OCI Artifacts via ORAS cli

Use ORAS cli to download the cpggen binary on Linux and Windows.

VERSION="1.0.0"
curl -LO "https://github.com/oras-project/oras/releases/download/v${VERSION}/oras_${VERSION}_linux_amd64.tar.gz"
mkdir -p oras-install/
tar -zxf oras_${VERSION}_*.tar.gz -C oras-install/
sudo mv oras-install/oras /usr/local/bin/
rm -rf oras_${VERSION}_*.tar.gz oras-install/
oras pull ghcr.io/appthreat/cpggen-bin:v1
chmod +x cpggen-linux-amd64
./cpggen-linux-amd64 --help

On Windows

set VERSION="1.0.0"
curl.exe -sLO  "https://github.com/oras-project/oras/releases/download/v%VERSION%/oras_%VERSION%_windows_amd64.zip"
tar.exe -xvzf oras_%VERSION%_windows_amd64.zip
mkdir -p %USERPROFILE%\bin\
copy oras.exe %USERPROFILE%\bin\
set PATH=%USERPROFILE%\bin\;%PATH%
Invoke-WebRequest -Uri https://github.com/oras-project/oras/releases/download/v1.0.0/oras_1.0.0_windows_amd64.zip -UseBasicParsing -OutFile oras_1.0.0_windows_amd64.zip
Expand-Archive -Path oras_1.0.0_windows_amd64.zip -DestinationPath .
oras.exe pull ghcr.io/appthreat/cpggen-windows-bin:v1

PyPI package

This would install the python cli tool with bundled atom distribution.

pip install cpggen

With atom, CPG can be generated for the following languages:

  • C/C++
  • Java
  • Jars
  • JavaScript/TypeScript
  • Python

Install joern and set the JOERN_HOME environment variable if you would like support for additional languages and binaries.

Bundled container image

docker pull ghcr.io/appthreat/cpggen
# podman pull ghcr.io/appthreat/cpggen

Use the AWS Public ECR mirror for those T days when ghcr becomes unavailable.

docker pull public.ecr.aws/appthreat/cpggen:latest
# podman pull public.ecr.aws/appthreat/cpggen:latest

Almalinux 9 requires the CPU to support SSE4.2. For kvm64 VM use the Almalinux 8 version instead.

docker pull ghcr.io/appthreat/cpggen-alma8
# podman pull ghcr.io/appthreat/cpggen-alma8

Or use the nightly to always get the latest joern and tools.

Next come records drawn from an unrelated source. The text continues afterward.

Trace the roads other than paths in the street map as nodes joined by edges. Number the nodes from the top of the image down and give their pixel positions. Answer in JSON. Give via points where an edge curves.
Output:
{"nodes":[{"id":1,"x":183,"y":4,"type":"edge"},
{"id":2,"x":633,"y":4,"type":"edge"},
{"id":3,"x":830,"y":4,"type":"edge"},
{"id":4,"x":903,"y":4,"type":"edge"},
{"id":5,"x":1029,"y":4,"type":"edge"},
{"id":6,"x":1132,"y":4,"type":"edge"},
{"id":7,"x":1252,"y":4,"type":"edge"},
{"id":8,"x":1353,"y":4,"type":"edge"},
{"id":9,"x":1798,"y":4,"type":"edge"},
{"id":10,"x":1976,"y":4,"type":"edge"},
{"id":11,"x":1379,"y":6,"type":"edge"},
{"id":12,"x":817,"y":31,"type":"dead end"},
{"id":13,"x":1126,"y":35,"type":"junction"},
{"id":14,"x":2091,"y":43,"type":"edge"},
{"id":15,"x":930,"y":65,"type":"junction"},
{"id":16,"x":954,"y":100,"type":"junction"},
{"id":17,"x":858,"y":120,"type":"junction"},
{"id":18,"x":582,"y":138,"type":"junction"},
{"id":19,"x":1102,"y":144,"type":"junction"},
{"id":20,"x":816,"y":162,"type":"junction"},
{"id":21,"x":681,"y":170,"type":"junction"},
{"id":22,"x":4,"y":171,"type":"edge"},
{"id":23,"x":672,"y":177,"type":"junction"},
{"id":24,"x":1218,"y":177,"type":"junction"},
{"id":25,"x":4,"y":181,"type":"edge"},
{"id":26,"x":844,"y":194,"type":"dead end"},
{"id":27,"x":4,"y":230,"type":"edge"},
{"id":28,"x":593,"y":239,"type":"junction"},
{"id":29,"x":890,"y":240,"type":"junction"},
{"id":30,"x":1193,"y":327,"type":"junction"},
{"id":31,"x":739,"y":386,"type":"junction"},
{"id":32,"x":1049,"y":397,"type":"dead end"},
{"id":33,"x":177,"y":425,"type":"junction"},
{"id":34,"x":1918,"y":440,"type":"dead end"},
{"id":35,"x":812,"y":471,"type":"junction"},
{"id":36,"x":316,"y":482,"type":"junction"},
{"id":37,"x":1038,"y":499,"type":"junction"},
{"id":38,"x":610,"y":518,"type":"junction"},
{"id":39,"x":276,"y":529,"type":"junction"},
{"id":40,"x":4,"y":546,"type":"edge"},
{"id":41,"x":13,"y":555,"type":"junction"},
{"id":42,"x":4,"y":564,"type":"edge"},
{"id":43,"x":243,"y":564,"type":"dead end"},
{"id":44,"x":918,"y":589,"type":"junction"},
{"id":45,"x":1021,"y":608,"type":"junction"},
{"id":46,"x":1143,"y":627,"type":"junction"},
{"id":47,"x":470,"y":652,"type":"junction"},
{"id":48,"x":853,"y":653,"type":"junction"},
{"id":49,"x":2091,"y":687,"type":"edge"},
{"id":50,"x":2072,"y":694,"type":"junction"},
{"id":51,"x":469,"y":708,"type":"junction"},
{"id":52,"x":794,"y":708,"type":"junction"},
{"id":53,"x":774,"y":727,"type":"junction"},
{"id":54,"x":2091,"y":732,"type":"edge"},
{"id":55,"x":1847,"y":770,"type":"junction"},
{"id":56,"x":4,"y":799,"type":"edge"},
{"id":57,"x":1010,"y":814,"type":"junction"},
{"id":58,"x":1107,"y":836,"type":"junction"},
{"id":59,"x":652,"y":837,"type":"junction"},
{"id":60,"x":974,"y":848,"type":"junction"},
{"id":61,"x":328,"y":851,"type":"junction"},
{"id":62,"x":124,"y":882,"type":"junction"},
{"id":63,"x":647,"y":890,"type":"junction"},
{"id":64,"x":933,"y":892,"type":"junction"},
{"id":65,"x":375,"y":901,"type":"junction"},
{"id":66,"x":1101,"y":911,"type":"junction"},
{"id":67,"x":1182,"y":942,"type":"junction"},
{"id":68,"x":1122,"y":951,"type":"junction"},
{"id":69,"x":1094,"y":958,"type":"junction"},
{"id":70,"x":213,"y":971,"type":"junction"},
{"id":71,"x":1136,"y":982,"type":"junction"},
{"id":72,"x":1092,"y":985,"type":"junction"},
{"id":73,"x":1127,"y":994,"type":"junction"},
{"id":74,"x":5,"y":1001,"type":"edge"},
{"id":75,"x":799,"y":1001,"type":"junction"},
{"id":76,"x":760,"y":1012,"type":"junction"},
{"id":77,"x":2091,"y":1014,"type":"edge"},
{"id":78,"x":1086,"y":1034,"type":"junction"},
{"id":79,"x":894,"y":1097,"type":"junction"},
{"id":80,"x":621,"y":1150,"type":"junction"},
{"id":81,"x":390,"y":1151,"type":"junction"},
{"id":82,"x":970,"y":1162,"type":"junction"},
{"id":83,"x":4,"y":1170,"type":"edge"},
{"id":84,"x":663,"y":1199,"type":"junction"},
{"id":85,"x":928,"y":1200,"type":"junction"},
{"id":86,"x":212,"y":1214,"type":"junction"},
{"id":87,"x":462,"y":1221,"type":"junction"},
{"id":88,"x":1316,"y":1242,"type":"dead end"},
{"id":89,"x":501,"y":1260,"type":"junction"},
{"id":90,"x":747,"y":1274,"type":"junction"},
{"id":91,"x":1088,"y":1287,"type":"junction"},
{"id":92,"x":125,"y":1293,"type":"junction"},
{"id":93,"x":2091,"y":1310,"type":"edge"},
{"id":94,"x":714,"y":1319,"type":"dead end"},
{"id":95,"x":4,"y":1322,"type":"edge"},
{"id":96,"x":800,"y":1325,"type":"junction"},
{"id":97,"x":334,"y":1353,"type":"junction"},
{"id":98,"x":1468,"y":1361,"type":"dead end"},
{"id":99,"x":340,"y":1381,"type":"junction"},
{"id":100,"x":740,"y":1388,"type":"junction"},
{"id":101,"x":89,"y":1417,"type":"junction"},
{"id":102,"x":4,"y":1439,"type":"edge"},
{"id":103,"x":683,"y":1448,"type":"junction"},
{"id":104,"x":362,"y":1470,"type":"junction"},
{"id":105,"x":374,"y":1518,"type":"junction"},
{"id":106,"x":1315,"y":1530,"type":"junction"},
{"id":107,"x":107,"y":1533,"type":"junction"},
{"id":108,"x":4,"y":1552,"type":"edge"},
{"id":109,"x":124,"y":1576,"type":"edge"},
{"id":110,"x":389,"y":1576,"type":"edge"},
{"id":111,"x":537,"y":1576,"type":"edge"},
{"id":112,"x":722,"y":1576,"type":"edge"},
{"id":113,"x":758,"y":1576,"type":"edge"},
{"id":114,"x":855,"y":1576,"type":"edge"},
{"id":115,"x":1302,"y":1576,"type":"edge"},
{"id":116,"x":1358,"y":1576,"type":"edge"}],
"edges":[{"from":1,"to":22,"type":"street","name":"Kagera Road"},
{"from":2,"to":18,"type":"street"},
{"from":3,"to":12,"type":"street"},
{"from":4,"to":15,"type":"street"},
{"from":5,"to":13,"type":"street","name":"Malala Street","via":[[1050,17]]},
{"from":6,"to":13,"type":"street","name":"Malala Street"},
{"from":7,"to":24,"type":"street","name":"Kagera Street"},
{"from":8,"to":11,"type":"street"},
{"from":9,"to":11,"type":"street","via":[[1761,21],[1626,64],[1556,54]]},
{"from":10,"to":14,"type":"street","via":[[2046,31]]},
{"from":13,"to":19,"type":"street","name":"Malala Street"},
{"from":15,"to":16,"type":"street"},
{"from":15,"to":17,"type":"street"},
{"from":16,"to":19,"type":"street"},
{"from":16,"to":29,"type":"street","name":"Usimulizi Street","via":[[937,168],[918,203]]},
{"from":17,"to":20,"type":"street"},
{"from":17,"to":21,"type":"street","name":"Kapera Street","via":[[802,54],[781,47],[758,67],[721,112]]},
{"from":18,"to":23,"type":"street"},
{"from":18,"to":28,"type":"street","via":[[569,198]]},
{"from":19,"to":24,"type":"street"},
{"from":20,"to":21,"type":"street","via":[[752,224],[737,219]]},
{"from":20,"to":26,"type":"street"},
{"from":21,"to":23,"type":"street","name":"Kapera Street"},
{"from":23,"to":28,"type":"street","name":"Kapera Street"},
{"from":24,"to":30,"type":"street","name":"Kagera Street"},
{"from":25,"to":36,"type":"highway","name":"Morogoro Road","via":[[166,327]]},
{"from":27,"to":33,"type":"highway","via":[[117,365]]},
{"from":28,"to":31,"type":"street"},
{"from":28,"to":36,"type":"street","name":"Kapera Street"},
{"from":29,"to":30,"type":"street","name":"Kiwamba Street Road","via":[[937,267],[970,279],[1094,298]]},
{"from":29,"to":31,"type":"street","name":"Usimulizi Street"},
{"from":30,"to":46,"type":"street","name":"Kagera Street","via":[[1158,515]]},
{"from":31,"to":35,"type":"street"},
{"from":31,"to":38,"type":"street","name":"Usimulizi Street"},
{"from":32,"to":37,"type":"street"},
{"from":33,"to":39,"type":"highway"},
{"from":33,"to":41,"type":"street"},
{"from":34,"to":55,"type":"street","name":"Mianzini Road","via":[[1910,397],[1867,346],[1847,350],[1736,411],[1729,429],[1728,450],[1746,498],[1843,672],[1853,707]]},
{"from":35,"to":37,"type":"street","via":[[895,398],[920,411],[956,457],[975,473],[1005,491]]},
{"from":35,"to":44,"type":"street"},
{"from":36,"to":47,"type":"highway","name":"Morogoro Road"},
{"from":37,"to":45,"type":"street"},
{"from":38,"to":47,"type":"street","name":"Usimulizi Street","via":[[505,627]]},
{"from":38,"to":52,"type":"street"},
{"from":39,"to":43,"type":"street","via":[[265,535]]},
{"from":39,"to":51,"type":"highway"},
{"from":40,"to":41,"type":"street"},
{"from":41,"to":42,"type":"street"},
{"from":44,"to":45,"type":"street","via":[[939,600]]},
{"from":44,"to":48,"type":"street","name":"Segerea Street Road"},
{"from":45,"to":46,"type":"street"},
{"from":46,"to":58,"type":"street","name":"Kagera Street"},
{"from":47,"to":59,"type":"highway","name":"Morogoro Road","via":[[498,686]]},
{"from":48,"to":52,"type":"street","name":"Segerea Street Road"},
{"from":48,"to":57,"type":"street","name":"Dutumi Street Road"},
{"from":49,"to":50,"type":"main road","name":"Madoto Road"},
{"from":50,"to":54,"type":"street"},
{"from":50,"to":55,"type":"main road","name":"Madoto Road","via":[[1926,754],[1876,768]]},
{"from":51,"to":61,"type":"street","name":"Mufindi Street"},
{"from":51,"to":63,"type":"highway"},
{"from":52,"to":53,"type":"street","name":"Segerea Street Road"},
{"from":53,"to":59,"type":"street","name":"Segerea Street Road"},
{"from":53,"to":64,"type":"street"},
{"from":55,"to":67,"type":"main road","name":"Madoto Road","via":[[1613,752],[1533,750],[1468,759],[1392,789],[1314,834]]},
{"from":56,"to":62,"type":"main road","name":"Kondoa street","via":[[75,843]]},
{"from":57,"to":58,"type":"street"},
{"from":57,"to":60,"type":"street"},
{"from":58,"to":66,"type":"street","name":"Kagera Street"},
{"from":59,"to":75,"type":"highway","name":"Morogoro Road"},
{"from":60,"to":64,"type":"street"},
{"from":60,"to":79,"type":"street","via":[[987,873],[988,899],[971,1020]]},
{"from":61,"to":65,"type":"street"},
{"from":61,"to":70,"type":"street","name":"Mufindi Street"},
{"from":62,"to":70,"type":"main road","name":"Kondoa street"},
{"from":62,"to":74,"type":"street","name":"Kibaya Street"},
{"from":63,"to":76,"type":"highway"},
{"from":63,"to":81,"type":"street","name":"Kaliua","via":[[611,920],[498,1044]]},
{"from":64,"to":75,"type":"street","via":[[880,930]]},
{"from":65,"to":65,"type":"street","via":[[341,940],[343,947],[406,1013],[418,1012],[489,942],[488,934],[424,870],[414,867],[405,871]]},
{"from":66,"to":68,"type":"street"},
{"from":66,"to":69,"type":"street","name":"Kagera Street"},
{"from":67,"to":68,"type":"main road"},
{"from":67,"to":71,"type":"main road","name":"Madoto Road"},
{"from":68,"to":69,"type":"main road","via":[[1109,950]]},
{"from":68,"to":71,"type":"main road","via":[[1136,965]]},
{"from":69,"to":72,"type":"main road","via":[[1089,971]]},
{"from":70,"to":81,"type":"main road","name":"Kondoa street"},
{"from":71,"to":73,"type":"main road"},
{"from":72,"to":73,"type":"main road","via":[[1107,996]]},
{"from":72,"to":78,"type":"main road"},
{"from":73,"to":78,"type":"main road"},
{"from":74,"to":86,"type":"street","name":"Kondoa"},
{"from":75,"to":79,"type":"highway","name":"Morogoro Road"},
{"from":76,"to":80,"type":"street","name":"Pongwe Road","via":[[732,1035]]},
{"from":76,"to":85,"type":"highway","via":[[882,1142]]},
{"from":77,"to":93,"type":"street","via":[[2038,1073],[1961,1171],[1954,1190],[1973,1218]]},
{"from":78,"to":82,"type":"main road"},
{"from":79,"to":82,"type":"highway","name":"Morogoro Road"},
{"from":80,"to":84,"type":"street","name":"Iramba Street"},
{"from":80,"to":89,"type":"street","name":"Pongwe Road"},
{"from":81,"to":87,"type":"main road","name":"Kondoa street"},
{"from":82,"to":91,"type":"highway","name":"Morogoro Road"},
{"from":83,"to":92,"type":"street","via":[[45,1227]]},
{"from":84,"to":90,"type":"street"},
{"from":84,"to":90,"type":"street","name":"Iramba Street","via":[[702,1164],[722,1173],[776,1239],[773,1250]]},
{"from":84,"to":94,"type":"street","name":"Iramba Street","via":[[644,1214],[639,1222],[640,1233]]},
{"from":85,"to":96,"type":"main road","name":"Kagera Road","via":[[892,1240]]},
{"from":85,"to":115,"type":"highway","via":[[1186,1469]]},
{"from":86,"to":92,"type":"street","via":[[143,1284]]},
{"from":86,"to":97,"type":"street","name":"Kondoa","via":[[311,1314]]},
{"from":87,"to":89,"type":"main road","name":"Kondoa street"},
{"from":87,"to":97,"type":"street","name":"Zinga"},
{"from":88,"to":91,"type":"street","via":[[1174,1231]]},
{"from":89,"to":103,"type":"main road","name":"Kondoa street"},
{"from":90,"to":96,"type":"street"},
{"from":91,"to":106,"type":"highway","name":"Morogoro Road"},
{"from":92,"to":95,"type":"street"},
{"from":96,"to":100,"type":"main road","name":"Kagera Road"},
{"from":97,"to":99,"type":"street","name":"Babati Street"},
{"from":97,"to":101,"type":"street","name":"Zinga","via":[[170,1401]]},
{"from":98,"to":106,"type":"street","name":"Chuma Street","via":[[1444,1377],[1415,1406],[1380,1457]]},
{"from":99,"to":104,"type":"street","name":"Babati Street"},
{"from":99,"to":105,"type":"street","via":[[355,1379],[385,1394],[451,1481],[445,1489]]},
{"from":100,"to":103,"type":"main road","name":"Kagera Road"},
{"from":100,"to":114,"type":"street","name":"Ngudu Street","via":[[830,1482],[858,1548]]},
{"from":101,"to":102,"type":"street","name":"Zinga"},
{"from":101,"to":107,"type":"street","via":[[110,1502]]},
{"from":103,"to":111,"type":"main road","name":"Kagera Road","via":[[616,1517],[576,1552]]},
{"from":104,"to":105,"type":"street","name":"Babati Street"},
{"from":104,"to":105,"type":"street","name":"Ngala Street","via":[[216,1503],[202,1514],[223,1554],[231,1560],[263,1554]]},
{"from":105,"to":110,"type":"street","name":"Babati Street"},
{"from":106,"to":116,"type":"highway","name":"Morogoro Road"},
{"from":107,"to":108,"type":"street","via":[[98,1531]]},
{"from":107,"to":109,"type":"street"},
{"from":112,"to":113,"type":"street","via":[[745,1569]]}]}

docker pull ghcr.io/appthreat/cpggen:nightly
# podman pull ghcr.io/appthreat/cpggen:nightly

Finally, a slimmer image based on atom distribution.

docker pull ghcr.io/appthreat/atomgen
# podman pull ghcr.io/appthreat/atomgen

Usage

To auto detect the language from the current directory and generate CPG.

cpggen

To specify input and output directory.

cpggen -i <src directory> -o <CPG directory or file name>

You can even pass a git or a package url or CVE id as source

cpggen -i https://github.com/HooliCorp/vulnerable-aws-koa-app -o /tmp/cpg
cpggen -i "pkg:maven/org.apache.commons/[email protected]" -o /tmp/cpg
export GITHUB_TOKEN=<token with read:packages scope>
cpggen -i CVE-2023-32681 -o /tmp/cpg

cpggen -i GHSA-j8r2-6x86-q33q -o /tmp/cpg

To specify language type.

cpggen -i <src directory> -o <CPG directory or file name> -l java

# Comma separated values are accepted for multiple languages
cpggen -i <src directory> -o <CPG directory or file name> -l java,js,python

Container-based invocation

docker run --rm -it -v /tmp:/tmp -v $(pwd):/app:rw --cpus=4 --memory=16g -t ghcr.io/appthreat/cpggen cpggen -i <src directory> -o <CPG directory or file name>

Export graphs

By passing --export, cpggen can export the various graphs to many formats using joern-export

Example to export cpg14 graphs in dot format

cpggen -i ~/work/sandbox/crAPI -o ~/work/sandbox/crAPI/cpg_out --build --export --export-out-dir ~/work/sandbox/crAPI/cpg_export

To export cpg in neo4jcsv format

cpggen -i ~/work/sandbox/crAPI -o ~/work/sandbox/crAPI/cpg_out --build --export --export-out-dir ~/work/sandbox/crAPI/cpg_export --export-repr cpg --export-format neo4jcsv

Slicing graphs

Pass --slice argument to extract intra-procedural slices from the CPG. By default, slices would be based on Usages. Pass --slice-mode DataFlow to create a sliced CPG based on DataFlow.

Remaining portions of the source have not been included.